_Dataset excerpts_:

* * * *

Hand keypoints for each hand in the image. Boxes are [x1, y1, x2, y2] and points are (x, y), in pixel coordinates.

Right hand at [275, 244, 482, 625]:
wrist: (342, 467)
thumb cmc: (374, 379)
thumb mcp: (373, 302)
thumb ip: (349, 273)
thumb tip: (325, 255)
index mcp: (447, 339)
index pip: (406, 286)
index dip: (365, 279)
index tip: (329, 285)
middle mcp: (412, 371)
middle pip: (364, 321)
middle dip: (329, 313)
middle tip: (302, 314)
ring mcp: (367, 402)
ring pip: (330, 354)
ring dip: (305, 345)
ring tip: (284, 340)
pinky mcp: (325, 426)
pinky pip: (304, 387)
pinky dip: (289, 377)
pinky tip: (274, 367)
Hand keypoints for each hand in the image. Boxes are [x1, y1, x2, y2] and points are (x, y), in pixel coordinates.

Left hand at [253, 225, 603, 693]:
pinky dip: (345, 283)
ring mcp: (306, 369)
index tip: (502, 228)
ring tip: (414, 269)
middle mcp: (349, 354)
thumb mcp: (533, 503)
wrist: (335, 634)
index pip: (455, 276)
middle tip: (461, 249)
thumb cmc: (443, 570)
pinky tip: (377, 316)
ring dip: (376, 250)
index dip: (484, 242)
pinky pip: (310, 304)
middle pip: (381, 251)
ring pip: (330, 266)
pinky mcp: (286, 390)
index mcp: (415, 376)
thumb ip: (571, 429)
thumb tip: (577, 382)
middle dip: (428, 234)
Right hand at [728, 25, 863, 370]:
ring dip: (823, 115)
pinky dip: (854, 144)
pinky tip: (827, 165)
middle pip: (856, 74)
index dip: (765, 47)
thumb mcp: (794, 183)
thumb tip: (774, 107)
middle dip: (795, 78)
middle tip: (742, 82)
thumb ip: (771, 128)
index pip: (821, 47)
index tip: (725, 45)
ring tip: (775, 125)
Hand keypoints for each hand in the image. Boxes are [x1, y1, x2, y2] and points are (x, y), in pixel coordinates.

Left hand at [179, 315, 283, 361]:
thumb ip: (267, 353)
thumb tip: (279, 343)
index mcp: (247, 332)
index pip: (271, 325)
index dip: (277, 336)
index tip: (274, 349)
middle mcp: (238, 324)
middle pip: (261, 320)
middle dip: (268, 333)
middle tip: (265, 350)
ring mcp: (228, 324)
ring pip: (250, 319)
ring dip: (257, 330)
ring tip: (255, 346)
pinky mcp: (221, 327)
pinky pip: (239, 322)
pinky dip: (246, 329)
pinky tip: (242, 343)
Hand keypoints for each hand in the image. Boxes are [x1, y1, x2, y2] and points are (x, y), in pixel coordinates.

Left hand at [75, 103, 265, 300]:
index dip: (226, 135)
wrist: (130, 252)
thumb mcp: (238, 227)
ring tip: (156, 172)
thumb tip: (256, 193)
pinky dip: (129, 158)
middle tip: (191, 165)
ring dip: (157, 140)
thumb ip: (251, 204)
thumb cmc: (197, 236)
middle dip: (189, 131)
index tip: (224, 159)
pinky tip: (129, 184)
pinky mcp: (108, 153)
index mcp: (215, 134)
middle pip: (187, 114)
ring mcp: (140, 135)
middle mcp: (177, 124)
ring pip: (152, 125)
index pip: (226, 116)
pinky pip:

* * * *

_Your instructions_:
Up to and including the last line of the data, copy each line exactly, starting with the line that contains "thumb tip: (774, 107)".

_Exercise response_:
thumb tip: (774, 107)
middle dip: (795, 78)
middle tip: (742, 82)
thumb ip: (771, 128)
index pip: (821, 47)
index tip: (725, 45)
ring tip: (775, 125)
Hand keypoints for each hand in the image. Boxes are [x1, y1, x2, y2] and points are (x, y), in pixel coordinates.

Left hand at [179, 315, 283, 361]:
thumb ip: (267, 353)
thumb tip: (279, 343)
index mcp: (247, 332)
index pip: (271, 325)
index dip: (277, 336)
index tip: (274, 349)
middle mcp: (238, 324)
middle pip: (261, 320)
middle dip: (268, 333)
middle tip: (265, 350)
ring mcp: (228, 324)
ring pip: (250, 319)
ring dip: (257, 330)
ring tip: (255, 346)
pinky mcp: (221, 327)
pinky pip: (239, 322)
pinky dip: (246, 329)
pinky tip: (242, 343)
Hand keypoints for each hand in the image. Boxes are [x1, y1, x2, y2] and points are (x, y), in pixel coordinates.

Left hand at [75, 103, 265, 300]:
index dip: (226, 135)
wrist: (130, 252)
thumb mcp: (238, 227)
ring tip: (156, 172)
thumb tip: (256, 193)
pinky dip: (129, 158)
middle tip: (191, 165)
ring dip: (157, 140)
thumb ip: (251, 204)
thumb cmc: (197, 236)
middle dip: (189, 131)
index tip: (224, 159)
pinky tip: (129, 184)
pinky mcp: (108, 153)
index mcp: (215, 134)
middle pip: (187, 114)
ring mcp: (140, 135)
middle mcp: (177, 124)
ring pip: (152, 125)
index pip: (226, 116)
pinky pip:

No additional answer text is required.